Objective: The objective of this study was to investigate microstructural damage caused by pituitary macroadenomas by performing probabilistic tractography of the optic tracts and radiations using 7-T diffusion-weighted MRI (DWI). These imaging findings were correlated with neuro-ophthalmological results to assess the utility of ultra-high-field MRI for objective evaluation of damage to the anterior and posterior visual pathways.
Methods: Probabilistic tractography employing 7-T DWI was used to reconstruct the optic tracts and radiations in 18 patients with adenomas and in 16 healthy volunteers. Optic chiasm compression was found in 66.7% of the patients and visual defects in 61.1%. Diffusion indices were calculated along the projections and correlated with tumor volumes and results from neuro-ophthalmological examinations. Primary visual cortical thicknesses were also assessed.
Results: Fractional anisotropy was reduced by 21.9% in the optic tracts (p < 0.001) and 17.7% in the optic radiations (p < 0.001) in patients with adenomas. Patients showed an 8.5% increase in mean diffusivity of optic radiations compared with healthy controls (p < 0.001). Primary visual cortical thickness was reduced in adenoma patients. Diffusion indices of the visual pathway showed significant correlations with neuro-ophthalmological examination findings.
Conclusions: Imaging-based quantification of secondary neuronal damage from adenomas strongly correlated with neuro-ophthalmological findings. Diffusion characteristics enabled by ultra-high-field DWI may allow preoperative characterization of visual pathway damage in patients with chiasmatic compression and may inform prognosis for vision recoverability.

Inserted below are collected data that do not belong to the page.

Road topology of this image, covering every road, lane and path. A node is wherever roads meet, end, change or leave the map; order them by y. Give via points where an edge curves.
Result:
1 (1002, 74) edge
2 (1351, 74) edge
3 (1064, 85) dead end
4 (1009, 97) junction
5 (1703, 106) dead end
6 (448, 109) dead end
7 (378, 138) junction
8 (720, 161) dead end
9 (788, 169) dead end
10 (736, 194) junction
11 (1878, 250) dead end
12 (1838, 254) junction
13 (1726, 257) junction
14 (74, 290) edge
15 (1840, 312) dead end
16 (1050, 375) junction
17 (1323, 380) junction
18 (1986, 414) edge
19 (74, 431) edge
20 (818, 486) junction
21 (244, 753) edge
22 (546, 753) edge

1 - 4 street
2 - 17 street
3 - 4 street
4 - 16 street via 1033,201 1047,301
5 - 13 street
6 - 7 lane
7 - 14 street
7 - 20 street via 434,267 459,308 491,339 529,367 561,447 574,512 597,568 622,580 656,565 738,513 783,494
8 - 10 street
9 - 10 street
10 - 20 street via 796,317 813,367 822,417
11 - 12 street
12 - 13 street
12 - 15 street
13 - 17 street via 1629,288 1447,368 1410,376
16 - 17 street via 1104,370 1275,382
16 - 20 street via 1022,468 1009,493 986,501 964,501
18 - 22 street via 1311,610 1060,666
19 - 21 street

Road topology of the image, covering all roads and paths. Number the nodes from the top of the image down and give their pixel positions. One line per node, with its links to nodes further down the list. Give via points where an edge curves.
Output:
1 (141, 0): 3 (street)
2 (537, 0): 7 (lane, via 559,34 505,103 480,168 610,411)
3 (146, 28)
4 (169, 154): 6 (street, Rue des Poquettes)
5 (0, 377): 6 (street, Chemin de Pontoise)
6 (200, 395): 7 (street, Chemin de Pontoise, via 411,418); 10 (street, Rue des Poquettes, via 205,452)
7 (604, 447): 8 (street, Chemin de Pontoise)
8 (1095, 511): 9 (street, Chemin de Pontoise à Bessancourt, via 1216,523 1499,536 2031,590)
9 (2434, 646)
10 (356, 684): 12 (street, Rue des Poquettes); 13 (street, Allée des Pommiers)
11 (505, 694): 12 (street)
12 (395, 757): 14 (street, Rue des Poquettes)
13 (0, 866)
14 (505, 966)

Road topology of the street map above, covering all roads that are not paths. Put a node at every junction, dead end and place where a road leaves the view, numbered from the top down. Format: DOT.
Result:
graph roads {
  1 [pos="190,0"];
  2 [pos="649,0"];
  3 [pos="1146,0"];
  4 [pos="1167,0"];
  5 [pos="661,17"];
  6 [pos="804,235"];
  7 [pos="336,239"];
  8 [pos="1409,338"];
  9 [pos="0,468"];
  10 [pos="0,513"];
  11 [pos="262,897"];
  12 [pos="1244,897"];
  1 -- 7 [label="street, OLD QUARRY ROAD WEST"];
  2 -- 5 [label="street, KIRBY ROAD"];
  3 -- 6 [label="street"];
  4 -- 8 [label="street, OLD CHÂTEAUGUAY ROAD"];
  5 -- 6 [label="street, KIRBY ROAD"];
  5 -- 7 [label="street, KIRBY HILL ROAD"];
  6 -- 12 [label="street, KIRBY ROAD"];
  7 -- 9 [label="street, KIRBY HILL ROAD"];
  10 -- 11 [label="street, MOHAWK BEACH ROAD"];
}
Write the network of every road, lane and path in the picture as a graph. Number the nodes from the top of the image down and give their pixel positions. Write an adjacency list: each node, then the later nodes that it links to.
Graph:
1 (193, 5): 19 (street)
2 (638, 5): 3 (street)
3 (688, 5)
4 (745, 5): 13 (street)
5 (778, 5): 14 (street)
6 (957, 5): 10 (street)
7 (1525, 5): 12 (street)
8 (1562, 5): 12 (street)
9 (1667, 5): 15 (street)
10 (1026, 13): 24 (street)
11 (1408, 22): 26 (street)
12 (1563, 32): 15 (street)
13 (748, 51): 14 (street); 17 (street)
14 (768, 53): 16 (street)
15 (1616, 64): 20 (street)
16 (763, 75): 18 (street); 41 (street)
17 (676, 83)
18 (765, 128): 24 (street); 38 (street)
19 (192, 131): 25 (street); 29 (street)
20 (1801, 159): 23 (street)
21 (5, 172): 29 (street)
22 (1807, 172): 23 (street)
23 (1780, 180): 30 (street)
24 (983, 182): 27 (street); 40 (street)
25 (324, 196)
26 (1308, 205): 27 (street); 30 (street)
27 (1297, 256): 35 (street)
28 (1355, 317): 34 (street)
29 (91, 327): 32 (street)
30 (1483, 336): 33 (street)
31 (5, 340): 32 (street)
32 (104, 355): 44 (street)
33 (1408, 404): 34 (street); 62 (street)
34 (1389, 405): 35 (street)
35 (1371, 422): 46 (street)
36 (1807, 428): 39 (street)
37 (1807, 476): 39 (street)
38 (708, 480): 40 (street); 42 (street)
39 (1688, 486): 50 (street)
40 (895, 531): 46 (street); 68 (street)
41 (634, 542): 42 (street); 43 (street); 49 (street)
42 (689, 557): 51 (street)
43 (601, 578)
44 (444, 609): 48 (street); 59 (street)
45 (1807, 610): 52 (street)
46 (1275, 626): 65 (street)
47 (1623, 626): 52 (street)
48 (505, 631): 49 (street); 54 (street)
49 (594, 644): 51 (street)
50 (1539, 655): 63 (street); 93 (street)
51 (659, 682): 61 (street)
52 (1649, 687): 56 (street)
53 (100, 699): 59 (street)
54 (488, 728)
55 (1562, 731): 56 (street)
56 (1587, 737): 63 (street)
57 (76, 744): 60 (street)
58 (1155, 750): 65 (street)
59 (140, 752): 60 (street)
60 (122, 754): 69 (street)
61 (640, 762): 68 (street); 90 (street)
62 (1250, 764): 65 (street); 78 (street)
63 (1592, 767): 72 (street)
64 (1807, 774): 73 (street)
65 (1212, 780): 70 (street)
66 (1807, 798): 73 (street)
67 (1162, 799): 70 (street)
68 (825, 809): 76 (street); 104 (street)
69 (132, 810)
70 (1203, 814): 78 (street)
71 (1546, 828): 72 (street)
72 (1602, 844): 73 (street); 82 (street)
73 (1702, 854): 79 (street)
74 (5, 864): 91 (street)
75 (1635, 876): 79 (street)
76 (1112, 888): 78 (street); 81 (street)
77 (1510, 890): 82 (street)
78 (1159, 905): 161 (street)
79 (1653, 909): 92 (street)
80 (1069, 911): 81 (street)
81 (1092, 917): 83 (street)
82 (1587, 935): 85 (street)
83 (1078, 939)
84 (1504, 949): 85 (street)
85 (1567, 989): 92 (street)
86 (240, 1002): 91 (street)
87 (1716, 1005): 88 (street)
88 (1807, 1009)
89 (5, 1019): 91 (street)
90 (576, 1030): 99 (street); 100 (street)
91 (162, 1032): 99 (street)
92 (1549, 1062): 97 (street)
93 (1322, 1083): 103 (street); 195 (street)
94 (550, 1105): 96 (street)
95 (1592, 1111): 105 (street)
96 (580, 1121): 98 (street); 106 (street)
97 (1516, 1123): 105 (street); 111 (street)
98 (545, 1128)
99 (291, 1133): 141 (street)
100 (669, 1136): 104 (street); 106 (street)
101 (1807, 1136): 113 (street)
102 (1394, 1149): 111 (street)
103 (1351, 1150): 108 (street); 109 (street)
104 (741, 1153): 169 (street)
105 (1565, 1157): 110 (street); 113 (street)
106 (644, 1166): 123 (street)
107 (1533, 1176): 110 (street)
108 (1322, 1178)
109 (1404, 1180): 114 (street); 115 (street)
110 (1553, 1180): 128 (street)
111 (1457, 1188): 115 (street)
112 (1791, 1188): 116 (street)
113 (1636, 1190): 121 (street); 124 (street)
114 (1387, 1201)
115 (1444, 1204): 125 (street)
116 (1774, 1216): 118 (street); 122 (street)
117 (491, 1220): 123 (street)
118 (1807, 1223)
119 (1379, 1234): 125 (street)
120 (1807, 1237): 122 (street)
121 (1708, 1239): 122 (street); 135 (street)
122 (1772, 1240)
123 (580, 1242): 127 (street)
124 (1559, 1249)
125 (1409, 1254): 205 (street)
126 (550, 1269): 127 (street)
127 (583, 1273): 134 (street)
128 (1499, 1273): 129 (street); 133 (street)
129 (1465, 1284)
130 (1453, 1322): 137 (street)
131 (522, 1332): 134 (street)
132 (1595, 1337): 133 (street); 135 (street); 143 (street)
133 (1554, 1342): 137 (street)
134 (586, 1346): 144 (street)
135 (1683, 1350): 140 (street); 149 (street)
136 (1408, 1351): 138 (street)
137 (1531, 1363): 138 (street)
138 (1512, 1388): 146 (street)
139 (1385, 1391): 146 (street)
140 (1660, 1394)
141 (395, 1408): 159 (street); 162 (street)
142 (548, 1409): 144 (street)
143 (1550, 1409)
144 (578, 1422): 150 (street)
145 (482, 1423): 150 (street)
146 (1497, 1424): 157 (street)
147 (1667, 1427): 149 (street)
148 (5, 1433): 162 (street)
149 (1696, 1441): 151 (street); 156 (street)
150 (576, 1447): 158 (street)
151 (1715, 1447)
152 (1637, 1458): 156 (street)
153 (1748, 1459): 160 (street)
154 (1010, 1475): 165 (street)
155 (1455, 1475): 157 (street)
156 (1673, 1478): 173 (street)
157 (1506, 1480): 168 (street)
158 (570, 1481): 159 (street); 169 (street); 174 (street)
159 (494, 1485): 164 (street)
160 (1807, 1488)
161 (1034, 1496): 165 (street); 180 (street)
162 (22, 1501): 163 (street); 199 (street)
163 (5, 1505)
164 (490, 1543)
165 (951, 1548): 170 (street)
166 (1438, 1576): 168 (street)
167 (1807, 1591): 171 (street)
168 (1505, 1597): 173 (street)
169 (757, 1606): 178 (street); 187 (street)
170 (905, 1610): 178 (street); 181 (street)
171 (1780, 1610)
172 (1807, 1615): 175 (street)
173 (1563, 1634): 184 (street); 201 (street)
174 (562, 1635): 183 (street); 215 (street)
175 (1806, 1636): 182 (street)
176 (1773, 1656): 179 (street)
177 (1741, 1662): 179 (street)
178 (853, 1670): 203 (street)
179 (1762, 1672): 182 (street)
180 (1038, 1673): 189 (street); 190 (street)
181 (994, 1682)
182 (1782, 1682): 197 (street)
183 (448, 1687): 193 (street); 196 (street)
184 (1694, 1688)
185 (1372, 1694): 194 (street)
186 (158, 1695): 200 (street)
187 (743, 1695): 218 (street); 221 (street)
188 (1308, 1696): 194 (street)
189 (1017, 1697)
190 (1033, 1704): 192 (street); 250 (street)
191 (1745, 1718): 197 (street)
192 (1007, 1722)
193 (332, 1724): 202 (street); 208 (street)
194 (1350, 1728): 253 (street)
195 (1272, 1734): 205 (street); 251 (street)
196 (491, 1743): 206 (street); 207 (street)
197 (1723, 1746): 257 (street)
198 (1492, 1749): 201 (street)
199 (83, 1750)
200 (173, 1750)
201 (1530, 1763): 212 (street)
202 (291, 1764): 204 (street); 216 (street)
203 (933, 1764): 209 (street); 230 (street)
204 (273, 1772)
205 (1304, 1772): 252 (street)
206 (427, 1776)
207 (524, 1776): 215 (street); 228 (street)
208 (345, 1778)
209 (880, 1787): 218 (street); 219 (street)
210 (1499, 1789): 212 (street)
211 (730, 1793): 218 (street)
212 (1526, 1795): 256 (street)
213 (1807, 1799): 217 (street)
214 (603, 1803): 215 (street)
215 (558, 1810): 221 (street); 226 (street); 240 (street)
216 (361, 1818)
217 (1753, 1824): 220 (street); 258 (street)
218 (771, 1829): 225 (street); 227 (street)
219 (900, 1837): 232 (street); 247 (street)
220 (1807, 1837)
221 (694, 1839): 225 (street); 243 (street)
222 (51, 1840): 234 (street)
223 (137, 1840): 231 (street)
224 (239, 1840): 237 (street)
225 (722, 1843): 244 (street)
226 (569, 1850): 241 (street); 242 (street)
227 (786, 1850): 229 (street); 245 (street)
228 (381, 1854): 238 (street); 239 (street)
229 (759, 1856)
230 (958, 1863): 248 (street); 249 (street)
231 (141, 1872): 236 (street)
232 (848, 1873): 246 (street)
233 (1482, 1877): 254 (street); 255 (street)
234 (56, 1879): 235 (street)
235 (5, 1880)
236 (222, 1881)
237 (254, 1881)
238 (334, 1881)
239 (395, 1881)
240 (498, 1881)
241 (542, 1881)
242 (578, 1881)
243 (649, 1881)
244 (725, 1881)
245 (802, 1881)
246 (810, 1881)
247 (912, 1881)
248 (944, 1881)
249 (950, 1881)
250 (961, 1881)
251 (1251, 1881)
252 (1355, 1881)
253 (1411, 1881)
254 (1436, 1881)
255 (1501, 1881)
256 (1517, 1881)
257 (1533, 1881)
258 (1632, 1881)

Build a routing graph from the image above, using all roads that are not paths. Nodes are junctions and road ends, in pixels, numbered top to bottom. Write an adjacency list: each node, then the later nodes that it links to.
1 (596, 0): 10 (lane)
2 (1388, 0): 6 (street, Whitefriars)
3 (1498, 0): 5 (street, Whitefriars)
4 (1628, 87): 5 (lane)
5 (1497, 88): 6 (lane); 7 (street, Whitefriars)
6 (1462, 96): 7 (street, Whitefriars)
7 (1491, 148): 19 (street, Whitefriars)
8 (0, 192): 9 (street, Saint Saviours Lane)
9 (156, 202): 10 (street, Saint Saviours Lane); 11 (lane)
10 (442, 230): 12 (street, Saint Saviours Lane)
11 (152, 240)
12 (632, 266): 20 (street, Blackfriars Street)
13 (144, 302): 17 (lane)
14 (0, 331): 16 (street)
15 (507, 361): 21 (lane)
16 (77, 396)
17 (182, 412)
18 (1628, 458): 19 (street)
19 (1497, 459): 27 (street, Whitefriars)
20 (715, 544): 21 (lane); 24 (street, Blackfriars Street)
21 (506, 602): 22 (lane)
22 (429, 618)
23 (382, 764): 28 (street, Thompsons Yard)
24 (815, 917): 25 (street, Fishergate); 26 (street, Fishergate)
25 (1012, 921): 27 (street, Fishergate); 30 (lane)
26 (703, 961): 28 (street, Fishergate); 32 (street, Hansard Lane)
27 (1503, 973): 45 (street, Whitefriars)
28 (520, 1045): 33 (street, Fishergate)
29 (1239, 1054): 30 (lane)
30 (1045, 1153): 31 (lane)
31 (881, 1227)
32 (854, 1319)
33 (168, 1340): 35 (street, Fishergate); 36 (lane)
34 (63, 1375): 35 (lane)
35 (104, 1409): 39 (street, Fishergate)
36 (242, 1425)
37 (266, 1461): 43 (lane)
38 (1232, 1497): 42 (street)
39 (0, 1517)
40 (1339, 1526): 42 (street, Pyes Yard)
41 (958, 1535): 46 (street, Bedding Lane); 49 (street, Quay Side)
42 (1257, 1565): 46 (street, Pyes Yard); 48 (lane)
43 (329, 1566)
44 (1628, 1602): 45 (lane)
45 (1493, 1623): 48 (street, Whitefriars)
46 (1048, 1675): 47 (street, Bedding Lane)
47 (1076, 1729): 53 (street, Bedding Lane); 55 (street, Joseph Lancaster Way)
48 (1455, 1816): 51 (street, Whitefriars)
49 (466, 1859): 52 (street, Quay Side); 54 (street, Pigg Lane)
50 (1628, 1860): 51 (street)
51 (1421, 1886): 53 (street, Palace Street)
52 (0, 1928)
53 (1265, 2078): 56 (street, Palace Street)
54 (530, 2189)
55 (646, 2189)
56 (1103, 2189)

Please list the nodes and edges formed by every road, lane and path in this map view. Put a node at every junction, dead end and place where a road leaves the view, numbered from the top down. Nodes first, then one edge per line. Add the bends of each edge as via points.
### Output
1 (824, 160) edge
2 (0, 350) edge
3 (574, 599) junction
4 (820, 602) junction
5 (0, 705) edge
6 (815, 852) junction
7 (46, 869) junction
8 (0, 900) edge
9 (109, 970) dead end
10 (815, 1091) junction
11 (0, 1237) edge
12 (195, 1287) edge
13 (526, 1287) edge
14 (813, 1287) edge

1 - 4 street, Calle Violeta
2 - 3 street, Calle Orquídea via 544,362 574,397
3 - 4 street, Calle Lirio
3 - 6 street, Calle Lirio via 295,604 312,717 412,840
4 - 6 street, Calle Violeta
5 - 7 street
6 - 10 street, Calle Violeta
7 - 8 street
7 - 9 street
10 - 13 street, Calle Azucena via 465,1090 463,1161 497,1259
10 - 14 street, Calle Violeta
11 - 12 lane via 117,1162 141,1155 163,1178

Keywords: DWI = diffusion-weighted MRI; FA = fractional anisotropy; FDR = false discovery rate; LGN = lateral geniculate nucleus; MD = mean diffusivity; OCT = optical coherence tomography; PSD = pattern standard deviation; RNFL = retinal nerve fiber layer; ROI = region of interest; T2-TSE = T2-weighted turbo spin echo; TSD = transsynaptic degeneration; V1 = primary visual cortex; VFD = visual field defect; aTSD = anterograde TSD; neuro-ophthalmology; neurosurgery; pituitary adenoma; pituitary surgery; tractography; ultra–high-field MRI; visual pathway.